_Task requirements_:
Copy the records below in full, keeping each word as it is but omitting the pictures.
'''
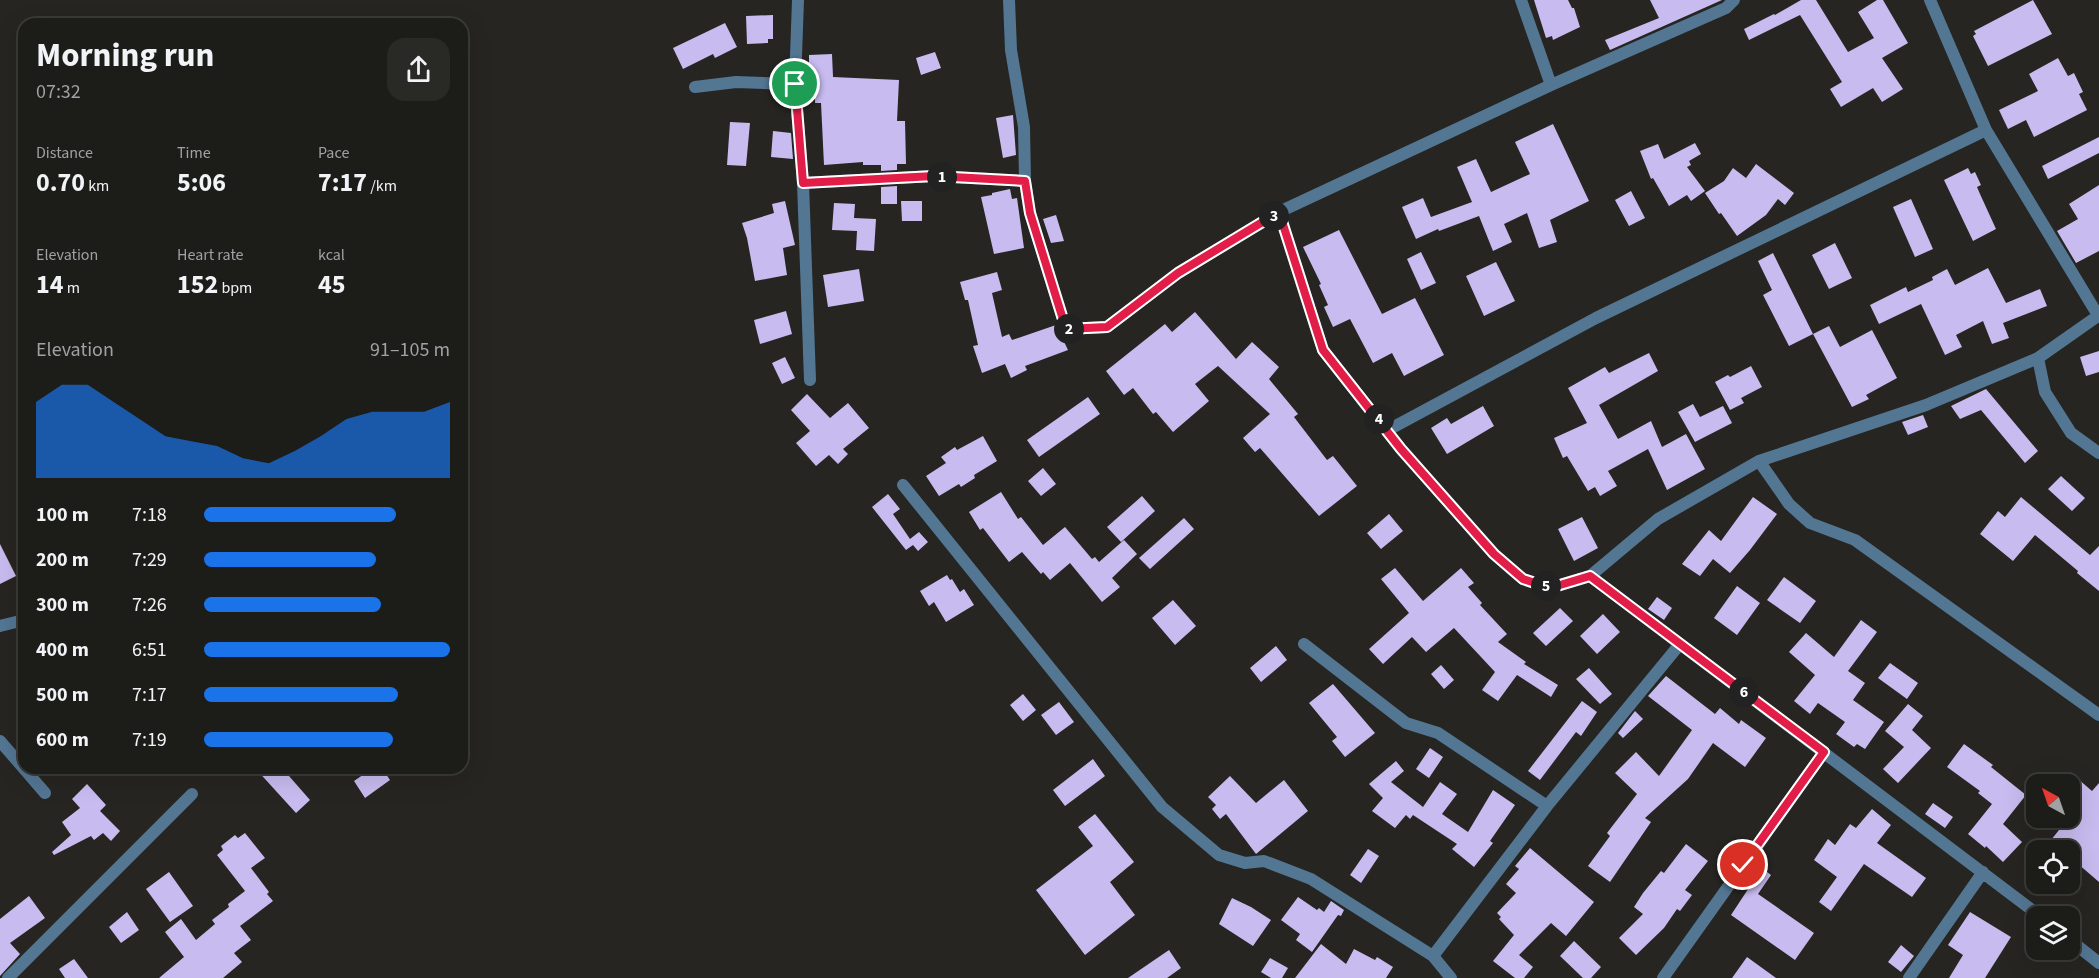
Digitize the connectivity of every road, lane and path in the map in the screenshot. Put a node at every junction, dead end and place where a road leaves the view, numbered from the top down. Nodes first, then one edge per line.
1 (798, 0) edge
2 (1009, 0) edge
3 (1521, 0) edge
4 (1734, 0) edge
5 (1930, 0) edge
6 (795, 84) junction
7 (1551, 85) junction
8 (695, 87) dead end
9 (1986, 130) junction
10 (1025, 181) junction
11 (803, 183) junction
12 (1279, 212) junction
13 (2099, 316) edge
14 (2038, 358) junction
15 (810, 380) dead end
16 (1388, 430) junction
17 (2099, 453) edge
18 (1759, 461) junction
19 (903, 485) dead end
20 (1590, 576) junction
21 (18, 622) edge
22 (0, 626) edge
23 (1304, 644) dead end
24 (1680, 644) junction
25 (2099, 715) edge
26 (0, 741) edge
27 (1824, 752) junction
28 (18, 762) edge
29 (29, 774) edge
30 (45, 793) dead end
31 (192, 794) dead end
32 (1547, 806) junction
33 (1983, 872) junction
34 (2027, 906) edge
35 (2080, 948) edge
36 (1433, 956) junction
37 (2099, 963) edge
38 (8, 978) edge
39 (1451, 978) edge
40 (1663, 978) edge
41 (1909, 978) edge

1 - 6 street
2 - 10 street
3 - 7 street
4 - 7 street
5 - 9 street
6 - 8 street
6 - 11 street
7 - 12 street
9 - 13 street
9 - 16 street
10 - 11 street
10 - 12 street
11 - 15 street
12 - 16 street
13 - 14 street
14 - 17 street
14 - 18 street
16 - 20 street
18 - 20 street
18 - 25 street
19 - 36 street
20 - 24 street
21 - 22 street
23 - 32 street
24 - 27 street
24 - 32 street
26 - 28 street
27 - 33 street
27 - 40 street
29 - 30 street
31 - 38 street
32 - 36 street
33 - 34 street
33 - 41 street
35 - 37 street
36 - 39 street

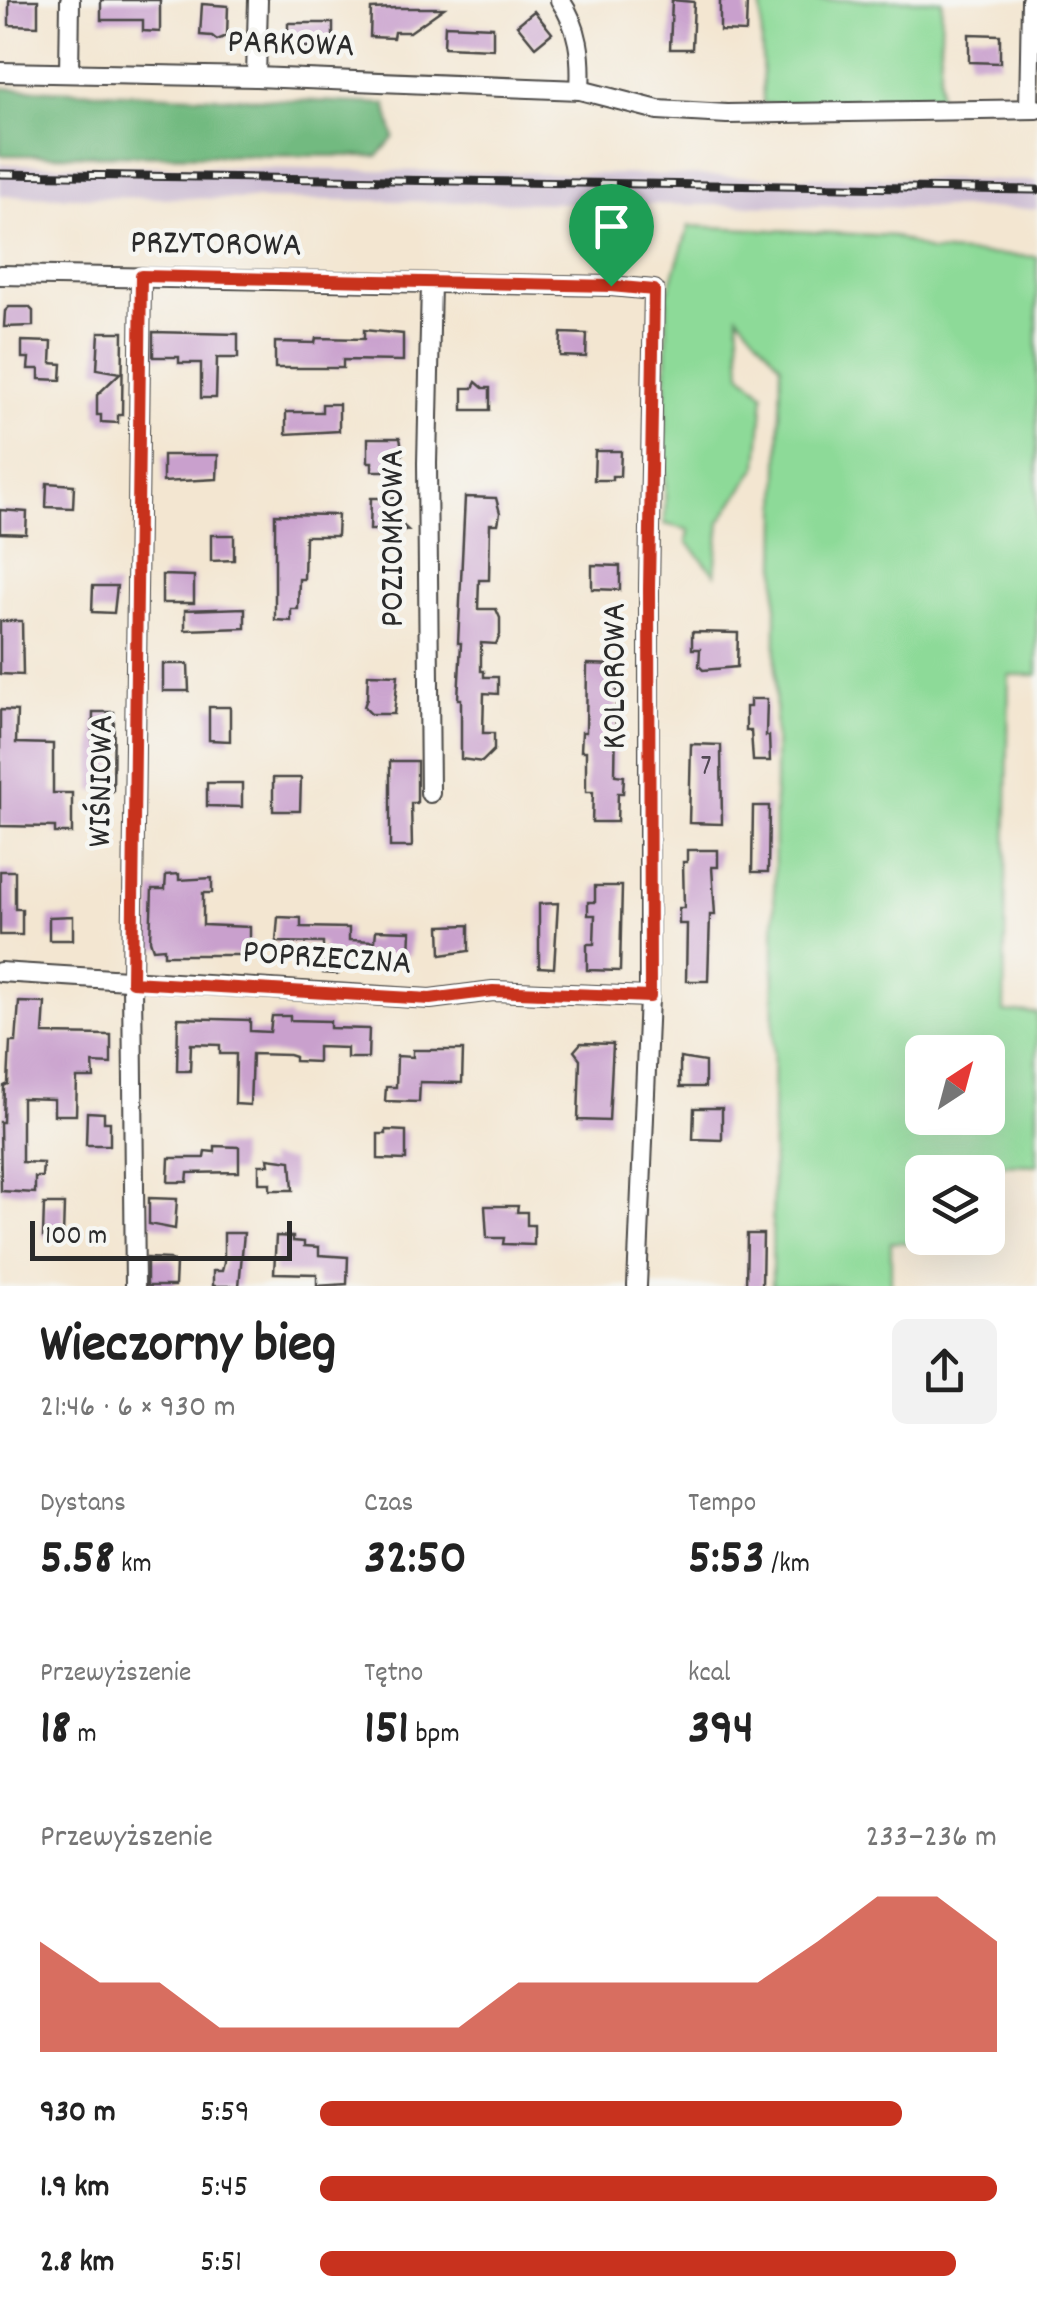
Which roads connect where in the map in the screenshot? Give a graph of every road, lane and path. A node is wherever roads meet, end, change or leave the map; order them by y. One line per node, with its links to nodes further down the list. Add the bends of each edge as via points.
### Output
1 (70, 0): 6 (street)
2 (258, 0): 7 (street)
3 (560, 0): 8 (street, via 576,29)
4 (1032, 0): 9 (street)
5 (0, 72): 6 (street, PARKOWA)
6 (69, 73): 7 (street, PARKOWA)
7 (256, 77): 8 (street, PARKOWA)
8 (580, 90): 9 (street, PARKOWA, via 658,110 727,114)
9 (1033, 109)
10 (0, 275): 11 (street, PRZYTOROWA)
11 (141, 276): 12 (street, PRZYTOROWA); 15 (street, WIŚNIOWA)
12 (430, 283): 13 (street, POZIOMKOWA); 16 (street, KOLOROWA, via 654,290)
13 (430, 792)
14 (0, 972): 15 (street, POPRZECZNA)
15 (132, 982): 16 (street, POPRZECZNA, via 430,999 493,991); 17 (street, WIŚNIOWA)
16 (650, 997): 18 (street, KOLOROWA)
17 (135, 1286)
18 (637, 1286)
'''
_Finished exercise_:
Digitize the connectivity of every road, lane and path in the map in the screenshot. Put a node at every junction, dead end and place where a road leaves the view, numbered from the top down. Nodes first, then one edge per line.
1 (798, 0) edge
2 (1009, 0) edge
3 (1521, 0) edge
4 (1734, 0) edge
5 (1930, 0) edge
6 (795, 84) junction
7 (1551, 85) junction
8 (695, 87) dead end
9 (1986, 130) junction
10 (1025, 181) junction
11 (803, 183) junction
12 (1279, 212) junction
13 (2099, 316) edge
14 (2038, 358) junction
15 (810, 380) dead end
16 (1388, 430) junction
17 (2099, 453) edge
18 (1759, 461) junction
19 (903, 485) dead end
20 (1590, 576) junction
21 (18, 622) edge
22 (0, 626) edge
23 (1304, 644) dead end
24 (1680, 644) junction
25 (2099, 715) edge
26 (0, 741) edge
27 (1824, 752) junction
28 (18, 762) edge
29 (29, 774) edge
30 (45, 793) dead end
31 (192, 794) dead end
32 (1547, 806) junction
33 (1983, 872) junction
34 (2027, 906) edge
35 (2080, 948) edge
36 (1433, 956) junction
37 (2099, 963) edge
38 (8, 978) edge
39 (1451, 978) edge
40 (1663, 978) edge
41 (1909, 978) edge

1 - 6 street
2 - 10 street
3 - 7 street
4 - 7 street
5 - 9 street
6 - 8 street
6 - 11 street
7 - 12 street
9 - 13 street
9 - 16 street
10 - 11 street
10 - 12 street
11 - 15 street
12 - 16 street
13 - 14 street
14 - 17 street
14 - 18 street
16 - 20 street
18 - 20 street
18 - 25 street
19 - 36 street
20 - 24 street
21 - 22 street
23 - 32 street
24 - 27 street
24 - 32 street
26 - 28 street
27 - 33 street
27 - 40 street
29 - 30 street
31 - 38 street
32 - 36 street
33 - 34 street
33 - 41 street
35 - 37 street
36 - 39 street

Which roads connect where in the map in the screenshot? Give a graph of every road, lane and path. A node is wherever roads meet, end, change or leave the map; order them by y. One line per node, with its links to nodes further down the list. Add the bends of each edge as via points.
### Output
1 (70, 0): 6 (street)
2 (258, 0): 7 (street)
3 (560, 0): 8 (street, via 576,29)
4 (1032, 0): 9 (street)
5 (0, 72): 6 (street, PARKOWA)
6 (69, 73): 7 (street, PARKOWA)
7 (256, 77): 8 (street, PARKOWA)
8 (580, 90): 9 (street, PARKOWA, via 658,110 727,114)
9 (1033, 109)
10 (0, 275): 11 (street, PRZYTOROWA)
11 (141, 276): 12 (street, PRZYTOROWA); 15 (street, WIŚNIOWA)
12 (430, 283): 13 (street, POZIOMKOWA); 16 (street, KOLOROWA, via 654,290)
13 (430, 792)
14 (0, 972): 15 (street, POPRZECZNA)
15 (132, 982): 16 (street, POPRZECZNA, via 430,999 493,991); 17 (street, WIŚNIOWA)
16 (650, 997): 18 (street, KOLOROWA)
17 (135, 1286)
18 (637, 1286)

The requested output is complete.